Standard Firefly Algorithm MATLAB code reference implementation featuring comprehensive parameter configuration, optimization logic, and convergence criteria for swarm intelligence applications.

Detailed Documentation

This document presents a standard MATLAB implementation of the Firefly Algorithm, a nature-inspired optimization technique模仿生物发光昆虫的集体行为. The algorithm模拟萤火虫通过亮度相互吸引的机制进行全局优化, with applications spanning engineering design, machine learning, and computational mathematics. The implementation workflow follows these computational steps: First, initialize firefly positions and luminosity values within the search space. Then, determine movement directions by calculating attractiveness based on relative brightness and Euclidean distance. Subsequently, update positions through attraction forces with randomized exploration components. Iterate until convergence criteria are met.

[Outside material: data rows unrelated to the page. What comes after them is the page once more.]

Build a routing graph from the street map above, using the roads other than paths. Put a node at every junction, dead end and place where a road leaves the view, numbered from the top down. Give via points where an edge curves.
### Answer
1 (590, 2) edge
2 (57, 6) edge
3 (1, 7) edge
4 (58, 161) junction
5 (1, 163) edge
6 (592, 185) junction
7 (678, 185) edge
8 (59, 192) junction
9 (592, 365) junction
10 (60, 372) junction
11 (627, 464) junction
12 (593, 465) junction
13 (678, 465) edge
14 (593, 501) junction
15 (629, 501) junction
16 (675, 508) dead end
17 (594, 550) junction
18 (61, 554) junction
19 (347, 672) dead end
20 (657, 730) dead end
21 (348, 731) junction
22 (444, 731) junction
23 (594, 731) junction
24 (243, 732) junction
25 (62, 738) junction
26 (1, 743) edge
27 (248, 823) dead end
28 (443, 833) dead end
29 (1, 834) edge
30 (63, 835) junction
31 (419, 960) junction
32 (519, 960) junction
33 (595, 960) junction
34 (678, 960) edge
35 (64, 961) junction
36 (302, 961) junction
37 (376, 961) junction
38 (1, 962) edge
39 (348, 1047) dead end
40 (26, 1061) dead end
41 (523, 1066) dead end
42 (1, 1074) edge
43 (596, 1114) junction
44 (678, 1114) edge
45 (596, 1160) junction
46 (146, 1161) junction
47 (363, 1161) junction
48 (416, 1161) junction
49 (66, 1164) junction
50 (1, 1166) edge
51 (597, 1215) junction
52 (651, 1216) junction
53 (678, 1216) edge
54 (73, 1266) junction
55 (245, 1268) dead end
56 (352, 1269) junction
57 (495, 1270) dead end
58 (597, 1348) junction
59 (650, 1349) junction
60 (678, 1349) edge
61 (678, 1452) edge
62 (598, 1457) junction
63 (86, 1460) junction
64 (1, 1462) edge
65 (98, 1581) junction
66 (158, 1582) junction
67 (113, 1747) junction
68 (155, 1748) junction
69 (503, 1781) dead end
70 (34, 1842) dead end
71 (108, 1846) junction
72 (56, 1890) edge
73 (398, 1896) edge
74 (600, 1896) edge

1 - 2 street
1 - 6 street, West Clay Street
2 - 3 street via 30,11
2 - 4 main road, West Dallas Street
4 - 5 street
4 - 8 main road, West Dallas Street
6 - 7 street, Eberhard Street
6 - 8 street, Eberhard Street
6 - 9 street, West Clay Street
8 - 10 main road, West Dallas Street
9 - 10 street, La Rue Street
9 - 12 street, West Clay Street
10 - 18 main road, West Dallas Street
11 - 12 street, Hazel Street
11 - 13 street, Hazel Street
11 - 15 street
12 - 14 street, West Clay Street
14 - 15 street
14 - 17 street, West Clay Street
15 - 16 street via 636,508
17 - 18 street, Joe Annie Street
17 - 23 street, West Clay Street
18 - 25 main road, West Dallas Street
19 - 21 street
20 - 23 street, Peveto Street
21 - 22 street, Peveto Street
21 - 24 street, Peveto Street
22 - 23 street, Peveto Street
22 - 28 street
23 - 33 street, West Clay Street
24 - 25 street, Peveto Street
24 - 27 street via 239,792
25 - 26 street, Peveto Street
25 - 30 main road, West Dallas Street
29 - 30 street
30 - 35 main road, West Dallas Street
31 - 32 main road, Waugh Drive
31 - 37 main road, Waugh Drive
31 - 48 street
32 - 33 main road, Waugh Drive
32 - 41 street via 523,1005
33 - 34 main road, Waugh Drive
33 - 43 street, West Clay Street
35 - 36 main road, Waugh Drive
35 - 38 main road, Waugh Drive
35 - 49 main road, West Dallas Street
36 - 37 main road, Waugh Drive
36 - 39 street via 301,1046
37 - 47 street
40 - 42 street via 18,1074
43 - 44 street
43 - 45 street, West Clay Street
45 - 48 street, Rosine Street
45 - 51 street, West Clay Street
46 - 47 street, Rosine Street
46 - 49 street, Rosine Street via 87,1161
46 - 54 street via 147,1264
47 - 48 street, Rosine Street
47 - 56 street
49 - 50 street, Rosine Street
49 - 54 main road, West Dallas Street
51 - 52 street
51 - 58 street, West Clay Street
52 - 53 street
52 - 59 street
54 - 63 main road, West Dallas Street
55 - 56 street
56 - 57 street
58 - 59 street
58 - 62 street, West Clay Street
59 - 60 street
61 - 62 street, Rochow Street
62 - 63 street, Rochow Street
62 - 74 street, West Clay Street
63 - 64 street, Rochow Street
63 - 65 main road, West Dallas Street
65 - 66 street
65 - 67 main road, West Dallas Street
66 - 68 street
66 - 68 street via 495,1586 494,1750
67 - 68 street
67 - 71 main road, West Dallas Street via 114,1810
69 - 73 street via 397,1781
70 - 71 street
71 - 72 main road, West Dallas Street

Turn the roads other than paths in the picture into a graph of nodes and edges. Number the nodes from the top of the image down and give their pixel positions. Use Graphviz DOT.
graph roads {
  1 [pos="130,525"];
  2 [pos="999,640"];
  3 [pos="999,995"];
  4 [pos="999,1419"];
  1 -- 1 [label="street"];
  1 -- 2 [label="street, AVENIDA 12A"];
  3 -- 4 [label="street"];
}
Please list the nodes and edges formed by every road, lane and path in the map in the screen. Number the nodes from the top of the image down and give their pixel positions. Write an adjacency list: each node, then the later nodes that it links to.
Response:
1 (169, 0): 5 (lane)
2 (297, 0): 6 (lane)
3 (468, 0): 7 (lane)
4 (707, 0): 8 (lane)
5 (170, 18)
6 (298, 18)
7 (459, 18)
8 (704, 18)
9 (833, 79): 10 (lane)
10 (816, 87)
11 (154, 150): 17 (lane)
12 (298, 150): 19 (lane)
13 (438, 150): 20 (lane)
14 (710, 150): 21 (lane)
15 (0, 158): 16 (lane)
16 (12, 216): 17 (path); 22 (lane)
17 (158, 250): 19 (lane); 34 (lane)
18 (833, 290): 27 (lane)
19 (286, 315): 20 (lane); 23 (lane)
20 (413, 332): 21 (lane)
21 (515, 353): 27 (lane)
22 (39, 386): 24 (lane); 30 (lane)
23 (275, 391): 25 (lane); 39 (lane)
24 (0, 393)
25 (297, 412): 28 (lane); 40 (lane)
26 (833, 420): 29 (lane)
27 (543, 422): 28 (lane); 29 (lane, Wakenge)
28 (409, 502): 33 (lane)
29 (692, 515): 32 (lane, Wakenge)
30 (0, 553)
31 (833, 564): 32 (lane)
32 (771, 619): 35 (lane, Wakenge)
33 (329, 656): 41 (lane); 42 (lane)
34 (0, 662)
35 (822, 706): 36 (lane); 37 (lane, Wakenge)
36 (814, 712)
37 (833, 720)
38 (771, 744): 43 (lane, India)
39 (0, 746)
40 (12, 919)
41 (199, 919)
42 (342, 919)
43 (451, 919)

Below is the annotated MATLAB code:

% Algorithm initialization parameters n = 50; % Population size (number of fireflies) m = 5; % Problem dimensionality Lb = -10 * ones(1, m); % Lower bounds of search space Ub = 10 * ones(1, m); % Upper bounds of search space gamma = 1; % Light absorption coefficient alpha = 0.2; % Randomization parameter for exploration beta0 = 1; % Base attractiveness at zero distance tmax = 100; % Maximum generations epsilon = 1e-6; % Convergence tolerance % Initialize firefly population with uniform distribution x = rand(n, m) .* (Ub - Lb) + Lb; I = zeros(n, 1); % Luminosity/intensity values % Evaluate initial fitness using benchmark function for i = 1:n I(i) = benchmark_func(x(i,:)); % User-defined objective function end % Main optimization loop t = 1; while t <= tmax % Dual-loop attraction mechanism: brighter fireflies attract dimmer ones for i = 1:n for j = 1:n if I(j) > I(i) % Brighter firefly found r = norm(x(i,:) - x(j,:)); % Euclidean distance beta = beta0 * exp(-gamma * r^2); % Distance-dependent attractiveness % Position update with attraction and randomization x(i,:) = x(i,:) + beta * (x(j,:) - x(i,:)) + alpha * (rand(1,m)-0.5); end end end % Re-evaluate fitness after movement for i = 1:n I(i) = benchmark_func(x(i,:)); end % Convergence check: stop if population diversity drops below threshold if max(I) - min(I) < epsilon break end t = t + 1; end % Extract optimal solution [~, idx] = max(I); xopt = x(idx,:); % Optimal position fopt = I(idx); % Optimal fitness value disp(['xopt = ' num2str(xopt)]); disp(['fopt = ' num2str(fopt)]);

This implementation demonstrates core swarm intelligence principles with distance-based attractiveness calculations and stochastic exploration. The code structure allows easy adaptation to various optimization problems by modifying the benchmark_func objective function and parameter settings.